The hook you will probably be most interesting in is wp_authenticate
.
Codex:
This action is located inside of wp_signon. In contrast to the wp_login action, it is executed before the WordPress authentication process.
That hook and wp-signon are defined in wp-incldues/user.php line 10
But wp-includes/pluggable.php has wp_authenticate()
and it can be overridden.

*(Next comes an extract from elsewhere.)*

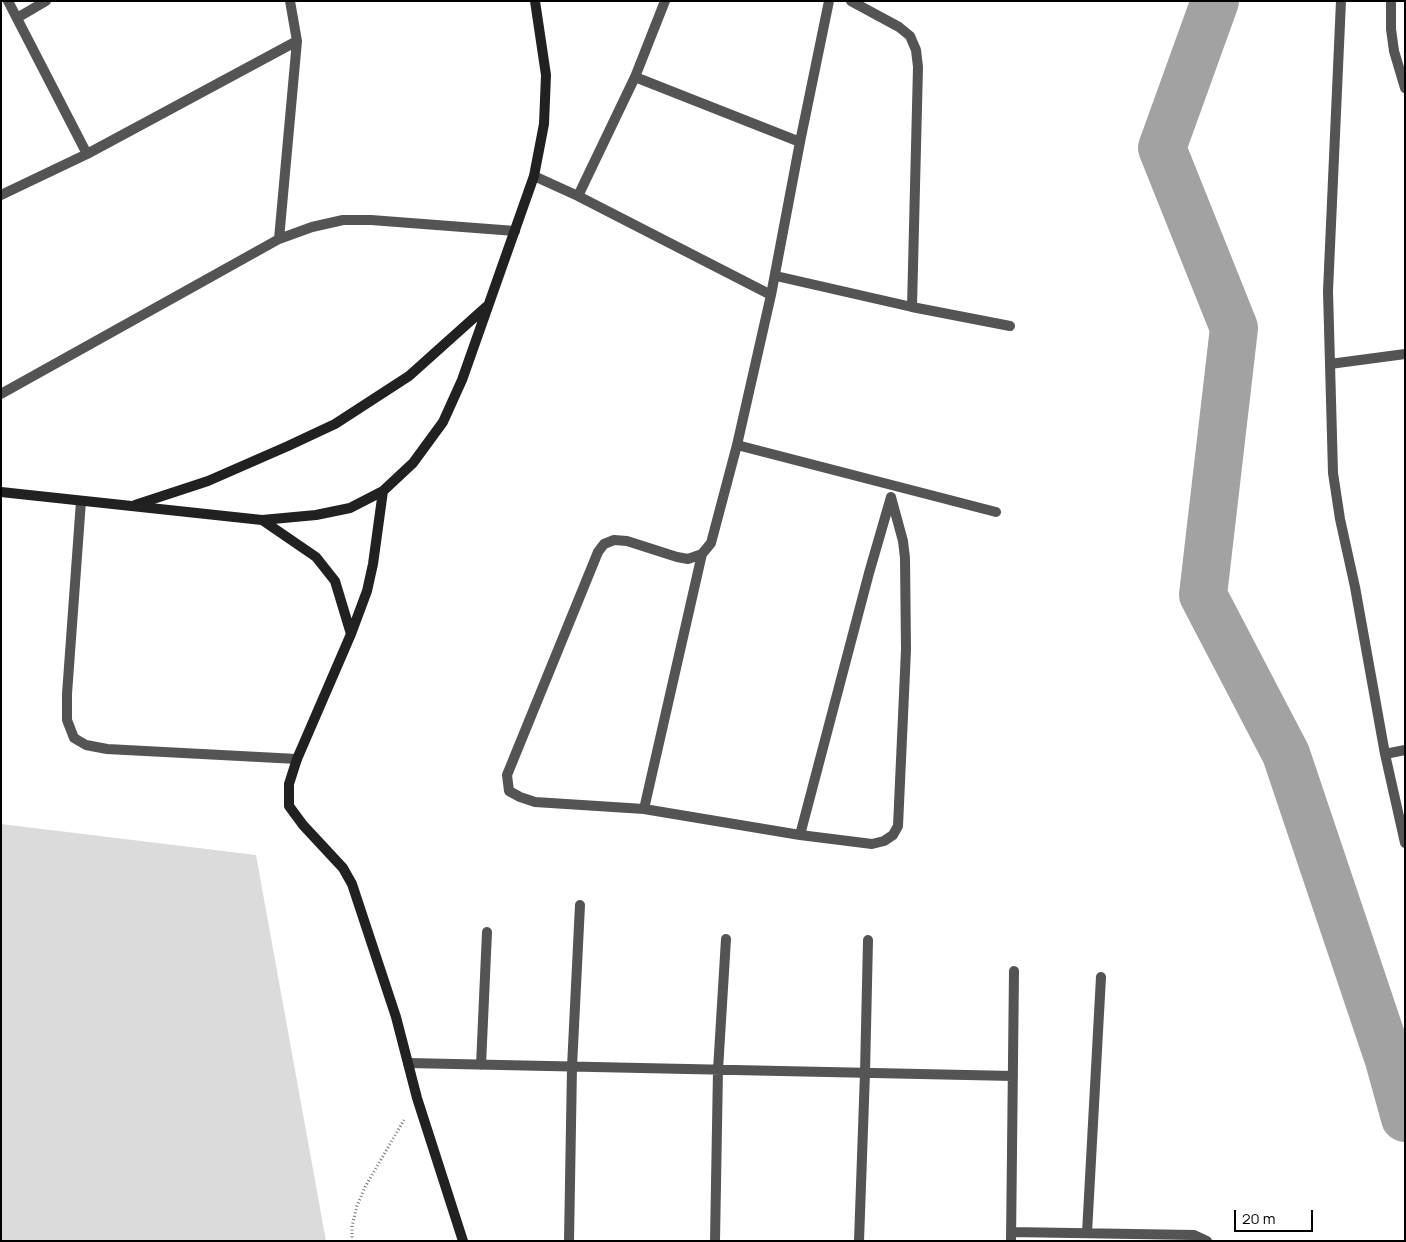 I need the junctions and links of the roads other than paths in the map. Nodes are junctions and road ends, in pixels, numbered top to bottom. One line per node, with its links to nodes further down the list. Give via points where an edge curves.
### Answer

It also provides a hook, authenticate
.
The Form
The log in form (the form itself) is defined in wp-includes/general-template.php line 402
You can hook the default $args
with login_form_defaults
filter hook defined on line 431
The default $args
for the form:
$defaults = array(
'echo' => true,
// Default 'redirect' value takes the user back to the request URI.

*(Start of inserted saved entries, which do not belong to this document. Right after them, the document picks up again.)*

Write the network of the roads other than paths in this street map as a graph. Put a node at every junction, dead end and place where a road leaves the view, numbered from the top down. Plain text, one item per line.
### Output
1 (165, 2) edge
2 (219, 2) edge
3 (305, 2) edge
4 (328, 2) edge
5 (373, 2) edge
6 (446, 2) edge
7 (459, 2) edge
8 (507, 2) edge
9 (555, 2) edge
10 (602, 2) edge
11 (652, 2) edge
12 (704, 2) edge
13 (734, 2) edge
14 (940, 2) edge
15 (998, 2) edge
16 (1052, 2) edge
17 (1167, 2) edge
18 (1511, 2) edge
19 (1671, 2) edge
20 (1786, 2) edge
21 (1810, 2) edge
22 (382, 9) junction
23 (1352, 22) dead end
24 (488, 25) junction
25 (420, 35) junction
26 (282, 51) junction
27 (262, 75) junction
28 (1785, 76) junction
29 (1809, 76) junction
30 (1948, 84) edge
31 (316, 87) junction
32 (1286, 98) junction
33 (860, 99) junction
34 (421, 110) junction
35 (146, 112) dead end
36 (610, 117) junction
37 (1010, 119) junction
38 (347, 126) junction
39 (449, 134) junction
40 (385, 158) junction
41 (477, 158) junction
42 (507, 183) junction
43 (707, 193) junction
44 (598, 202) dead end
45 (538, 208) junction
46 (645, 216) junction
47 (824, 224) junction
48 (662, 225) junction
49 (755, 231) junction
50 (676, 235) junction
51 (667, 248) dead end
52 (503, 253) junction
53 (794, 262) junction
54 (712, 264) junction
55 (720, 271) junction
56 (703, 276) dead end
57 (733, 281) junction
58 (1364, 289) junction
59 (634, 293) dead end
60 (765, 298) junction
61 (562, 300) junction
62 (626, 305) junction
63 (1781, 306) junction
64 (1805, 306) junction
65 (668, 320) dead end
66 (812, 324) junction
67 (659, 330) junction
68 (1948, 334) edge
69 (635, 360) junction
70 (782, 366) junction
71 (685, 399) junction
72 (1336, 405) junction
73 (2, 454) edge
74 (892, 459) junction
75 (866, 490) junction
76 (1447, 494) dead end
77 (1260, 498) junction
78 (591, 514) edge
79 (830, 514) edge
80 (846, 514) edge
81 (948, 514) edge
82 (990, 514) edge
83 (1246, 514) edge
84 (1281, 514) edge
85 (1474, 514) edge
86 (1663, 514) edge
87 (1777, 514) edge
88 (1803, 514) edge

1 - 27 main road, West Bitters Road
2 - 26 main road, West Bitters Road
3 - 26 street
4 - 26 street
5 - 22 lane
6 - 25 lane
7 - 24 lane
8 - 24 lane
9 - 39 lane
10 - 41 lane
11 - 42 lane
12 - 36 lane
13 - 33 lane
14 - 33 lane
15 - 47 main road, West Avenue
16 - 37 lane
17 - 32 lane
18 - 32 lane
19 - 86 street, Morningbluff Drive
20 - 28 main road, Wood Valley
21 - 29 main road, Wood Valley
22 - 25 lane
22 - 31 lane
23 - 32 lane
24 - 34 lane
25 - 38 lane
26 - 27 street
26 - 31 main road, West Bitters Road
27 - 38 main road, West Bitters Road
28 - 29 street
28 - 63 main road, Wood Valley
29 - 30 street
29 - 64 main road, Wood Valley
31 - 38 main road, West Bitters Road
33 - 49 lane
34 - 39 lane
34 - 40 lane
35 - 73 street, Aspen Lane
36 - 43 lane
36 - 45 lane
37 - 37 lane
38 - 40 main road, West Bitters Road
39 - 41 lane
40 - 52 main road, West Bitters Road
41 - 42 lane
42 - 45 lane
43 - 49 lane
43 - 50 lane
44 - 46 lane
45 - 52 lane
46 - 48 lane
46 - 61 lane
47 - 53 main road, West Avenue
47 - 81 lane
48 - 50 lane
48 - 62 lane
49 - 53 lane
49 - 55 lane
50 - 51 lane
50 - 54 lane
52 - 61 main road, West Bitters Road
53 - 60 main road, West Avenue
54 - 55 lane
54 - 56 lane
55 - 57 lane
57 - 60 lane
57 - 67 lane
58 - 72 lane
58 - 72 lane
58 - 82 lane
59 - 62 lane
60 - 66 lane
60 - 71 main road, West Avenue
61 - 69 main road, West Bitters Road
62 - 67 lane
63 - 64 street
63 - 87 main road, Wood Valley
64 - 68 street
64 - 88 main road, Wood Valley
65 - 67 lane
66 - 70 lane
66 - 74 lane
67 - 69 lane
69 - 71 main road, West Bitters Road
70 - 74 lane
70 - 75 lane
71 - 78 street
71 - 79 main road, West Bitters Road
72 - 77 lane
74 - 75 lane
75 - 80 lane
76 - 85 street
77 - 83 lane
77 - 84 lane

'redirect' => ( is_ssl() ? 'https://' : 'http://' ) . $_SERVER['HTTP_HOST'] . $_SERVER['REQUEST_URI'],
'form_id' => 'loginform',
'label_username' => __( 'Username or Email Address' ),
'label_password' => __( 'Password' ),
'label_remember' => __( 'Remember Me' ),
'label_log_in' => __( 'Log In' ),
'id_username' => 'user_login',
'id_password' => 'user_pass',
'id_remember' => 'rememberme',
'id_submit' => 'wp-submit',
'remember' => true,
'value_username' => '',
// Set 'value_remember' to true to default the "Remember me" checkbox to checked.

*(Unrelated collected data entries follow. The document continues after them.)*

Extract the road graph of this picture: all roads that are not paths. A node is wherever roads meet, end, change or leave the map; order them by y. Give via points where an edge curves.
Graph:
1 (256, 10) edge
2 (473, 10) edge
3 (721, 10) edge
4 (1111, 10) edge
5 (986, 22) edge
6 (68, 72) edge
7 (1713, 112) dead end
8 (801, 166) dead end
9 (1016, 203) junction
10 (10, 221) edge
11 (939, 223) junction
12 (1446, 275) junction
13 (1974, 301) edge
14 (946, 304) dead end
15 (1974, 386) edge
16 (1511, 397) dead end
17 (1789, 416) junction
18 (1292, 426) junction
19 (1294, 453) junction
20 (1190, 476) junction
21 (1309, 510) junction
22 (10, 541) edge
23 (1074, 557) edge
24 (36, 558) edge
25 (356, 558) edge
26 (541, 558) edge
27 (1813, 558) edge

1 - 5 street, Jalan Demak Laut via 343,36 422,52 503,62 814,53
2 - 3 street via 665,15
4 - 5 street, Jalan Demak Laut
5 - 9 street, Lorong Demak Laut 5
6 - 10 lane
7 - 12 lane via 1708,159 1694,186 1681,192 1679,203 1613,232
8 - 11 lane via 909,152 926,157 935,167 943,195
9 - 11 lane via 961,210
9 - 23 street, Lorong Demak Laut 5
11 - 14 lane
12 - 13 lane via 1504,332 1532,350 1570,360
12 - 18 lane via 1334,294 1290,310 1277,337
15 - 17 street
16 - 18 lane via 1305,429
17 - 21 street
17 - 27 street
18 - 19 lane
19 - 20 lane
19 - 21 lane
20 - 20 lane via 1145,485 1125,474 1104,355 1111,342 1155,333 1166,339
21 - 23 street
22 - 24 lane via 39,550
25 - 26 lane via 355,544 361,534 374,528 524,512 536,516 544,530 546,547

'value_remember' => false,
);
With root/wp-login.php
You can enqueue scripts into the head via the action hook
do_action( 'login_enqueue_scripts' );
on line 90
Considerations
There are other internal functions, like wp_authenticate_username_password($user, $username, $password)
that follows wp_signon
on user.php, that may be expecting or passing a text password.
A note on $password
param in Codex of the wp_authenticate_user
filter found in wp_authenticate_username_password
:
$password
(string) (optional) The user’s password (plain text).
Hopefully wp_signon
mentioned off the top can satisfy what you’re after.